Notable initiatives include scaling up catalytic capital platforms such as the Platform for Investment Support and Technical Assistance (PISTA), outcome-based finance models like the Outcomes Accelerator and facilitating diaspora investment. For the first time, FFD4 brings together business groups and investor alliances through the FFD4 Business Steering Committee. At the SDG Investment Fair, for example, developing countries pitched over $5 billion in projects to investors and development financiers.

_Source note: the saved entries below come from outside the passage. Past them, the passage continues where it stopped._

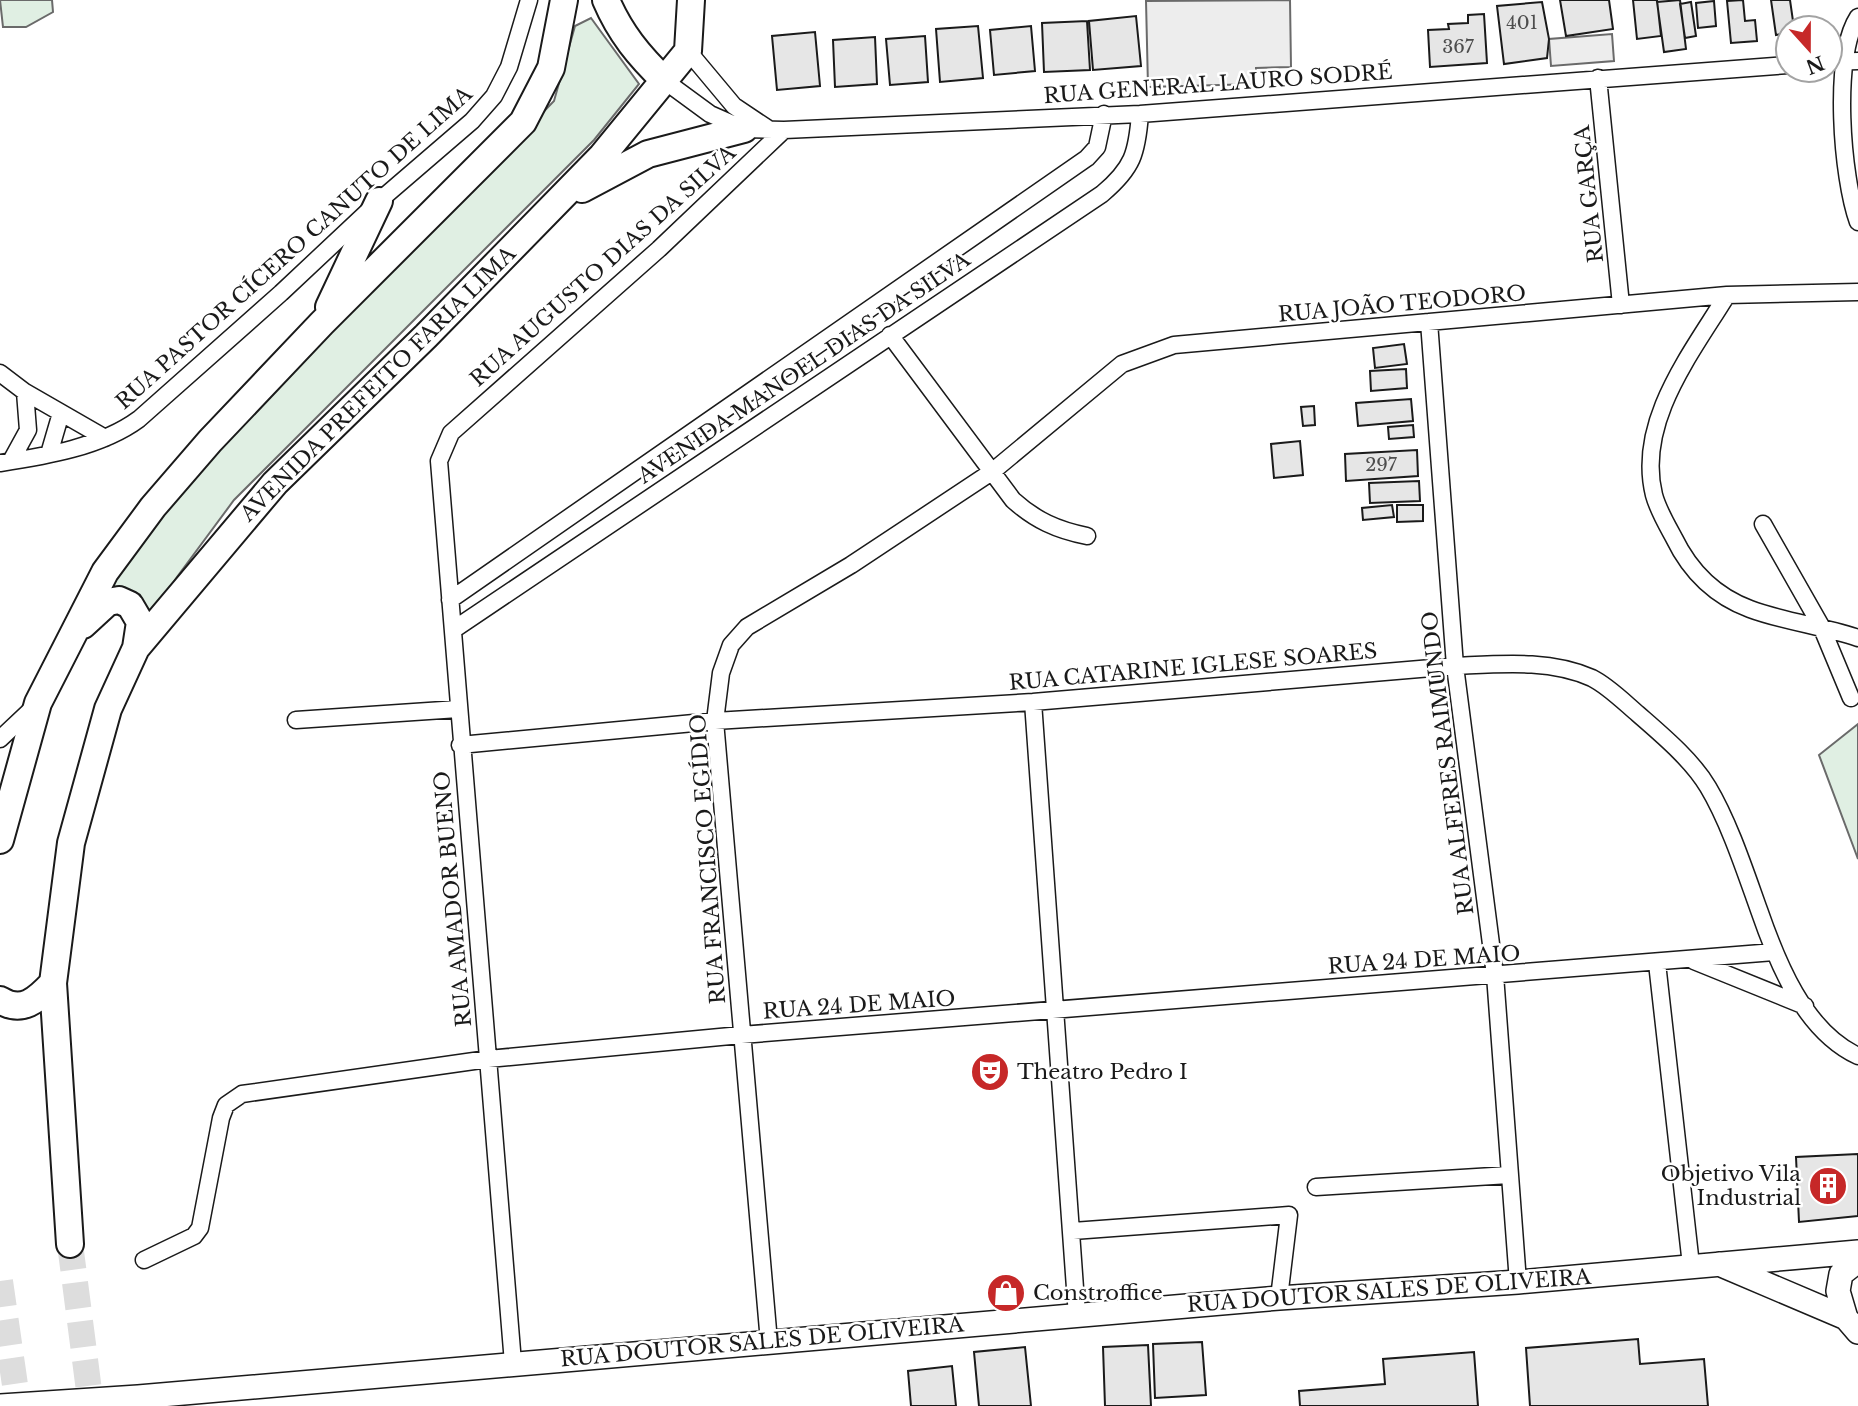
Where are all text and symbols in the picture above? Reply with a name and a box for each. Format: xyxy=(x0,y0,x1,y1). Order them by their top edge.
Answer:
house number: 401 xyxy=(1506,12,1538,34)
north arrow xyxy=(1774,14,1844,84)
house number: 367 xyxy=(1442,36,1475,58)
text: N xyxy=(1802,50,1827,78)
street label: RUA GENERAL LAURO SODRÉ xyxy=(1043,59,1393,109)
street label: RUA PASTOR CÍCERO CANUTO DE LIMA xyxy=(111,80,478,415)
street label: RUA GARÇA xyxy=(1569,123,1609,264)
street label: RUA AUGUSTO DIAS DA SILVA xyxy=(465,139,742,392)
street label: AVENIDA PREFEITO FARIA LIMA xyxy=(234,240,522,528)
street label: AVENIDA MANOEL DIAS DA SILVA xyxy=(632,246,976,490)
street label: RUA JOÃO TEODORO xyxy=(1277,280,1527,328)
house number: 297 xyxy=(1365,454,1398,476)
street label: RUA ALFERES RAIMUNDO xyxy=(1416,610,1480,916)
street label: RUA CATARINE IGLESE SOARES xyxy=(1008,638,1378,696)
street label: RUA FRANCISCO EGÍDIO xyxy=(685,713,731,1005)
street label: RUA AMADOR BUENO xyxy=(429,770,477,1028)
street label: RUA 24 DE MAIO xyxy=(1327,940,1521,980)
street label: RUA 24 DE MAIO xyxy=(762,985,956,1025)
theatre icon: Theatro Pedro I xyxy=(969,1051,1011,1093)
place label: Theatro Pedro I xyxy=(1017,1059,1188,1085)
place label: Objetivo Vila Industrial xyxy=(1661,1161,1801,1211)
building icon: Objetivo Vila Industrial xyxy=(1807,1165,1849,1207)
street label: RUA DOUTOR SALES DE OLIVEIRA xyxy=(1186,1264,1593,1318)
shop icon: Constroffice xyxy=(985,1272,1027,1314)
place label: Constroffice xyxy=(1033,1280,1163,1306)
street label: RUA DOUTOR SALES DE OLIVEIRA xyxy=(559,1311,966,1373)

FFD4 also calls for reducing structural barriers to micro, small and medium enterprises’ (MSMEs) access to finance, especially in developing countries, through expanded access to microcredits, local financial institutions and digital tools, while promoting capacity building and leveraging DFIs to provide guarantees, on-lending and local currency financing. FFD4 also reaffirms that remittances are a complement to development assistance and foreign investment, not a substitute. Hence, the conference commits to reducing remittance costs to below 3 percent by 2030 through digital remittance solutions, encouraging competition among money transfer operators, implementing transparency requirements for fees and commissions, and accelerating access to transaction accounts and financial services for migrants and their families.
Lastly, FFD4 uses the Multidimensional Vulnerability Index (MVI) to complement Gross Domestic Product (GDP) in determining eligibility for concessional finance, especially for integration into graduation planning and special windows for small island developing states. Previous frameworks relied solely on GDP thresholds, but now MVI, including gender budgeting, green taxation and care economy investments, are embedded across the public finance agenda.
The successful completion of the conference and the positive affirmation from the UN, countries, MDBs, investors and civil society demonstrate that multilateralism is still alive. However, implementing such ambitious goals will depend on the coordinated efforts of all parties.